**Dataset extract:**
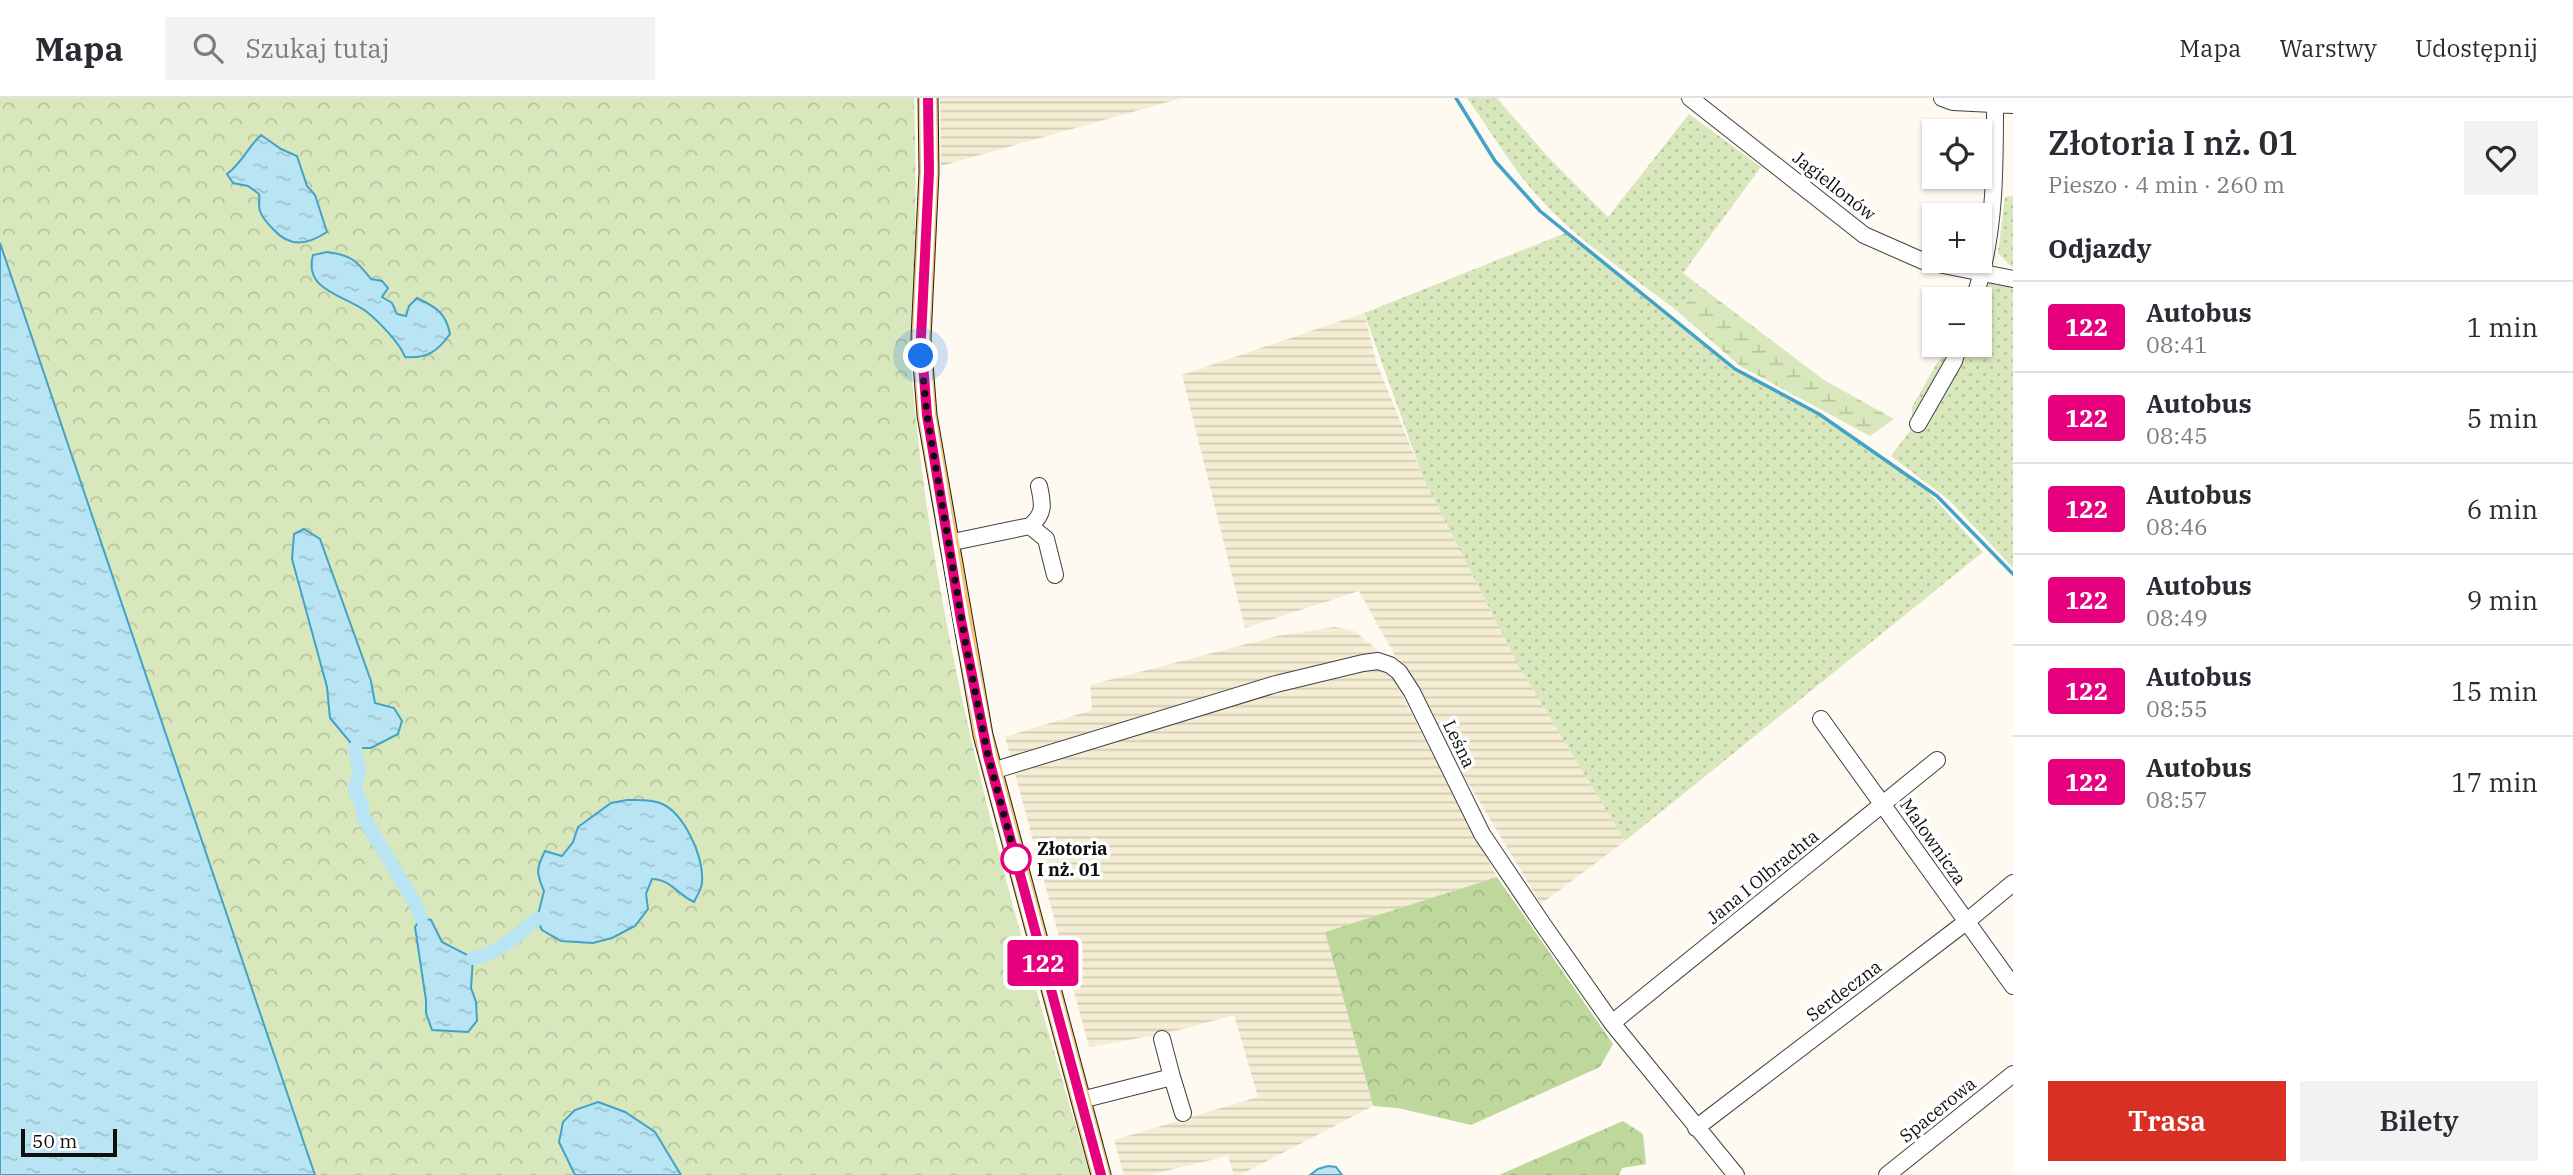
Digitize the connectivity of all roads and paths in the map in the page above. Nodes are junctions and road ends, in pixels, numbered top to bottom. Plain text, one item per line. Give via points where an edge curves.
1 (928, 98) edge
2 (1690, 98) edge
3 (1942, 98) edge
4 (1995, 101) edge
5 (2013, 105) edge
6 (1992, 219) edge
7 (1922, 261) edge
8 (1983, 273) joint
9 (2013, 279) edge
10 (1978, 287) edge
11 (1955, 357) edge
12 (1918, 424) dead end
13 (1039, 486) dead end
14 (1030, 526) junction
15 (948, 543) junction
16 (1055, 575) dead end
17 (1821, 719) dead end
18 (1937, 760) dead end
19 (992, 771) junction
20 (1884, 805) junction
21 (2013, 883) edge
22 (1966, 922) junction
23 (2013, 986) edge
24 (1612, 1023) junction
25 (1162, 1039) dead end
26 (2013, 1074) edge
27 (1172, 1077) junction
28 (1081, 1100) junction
29 (1183, 1112) dead end
30 (1696, 1128) junction
31 (1101, 1175) edge
32 (1736, 1175) edge
33 (1888, 1175) edge

1 - 15 main road via 921,356
2 - 7 street, Jagiellonów via 1864,234
3 - 4 street
4 - 5 street
4 - 6 street
8 - 9 street, Jagiellonów
8 - 10 street
11 - 12 street
13 - 14 street via 1043,508
14 - 15 street
14 - 16 street via 1046,538
15 - 19 main road
17 - 20 street, Malownicza
18 - 20 street, Jana I Olbrachta
19 - 24 street, Leśna via 1276,684 1363,663 1390,665 1412,692 1482,834
19 - 28 main road
20 - 22 street, Malownicza
20 - 24 street, Jana I Olbrachta
21 - 22 street, Serdeczna
22 - 23 street, Malownicza
22 - 30 street, Serdeczna
24 - 30 street, Leśna
25 - 27 street
26 - 33 street, Spacerowa
27 - 28 street
27 - 29 street
28 - 31 main road
30 - 32 street, Leśna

**What to work on:** Return a copy of every line in the records that includes the string "Jagiellonów".

**Solution to the exercise:**
2 - 7 street, Jagiellonów via 1864,234
8 - 9 street, Jagiellonów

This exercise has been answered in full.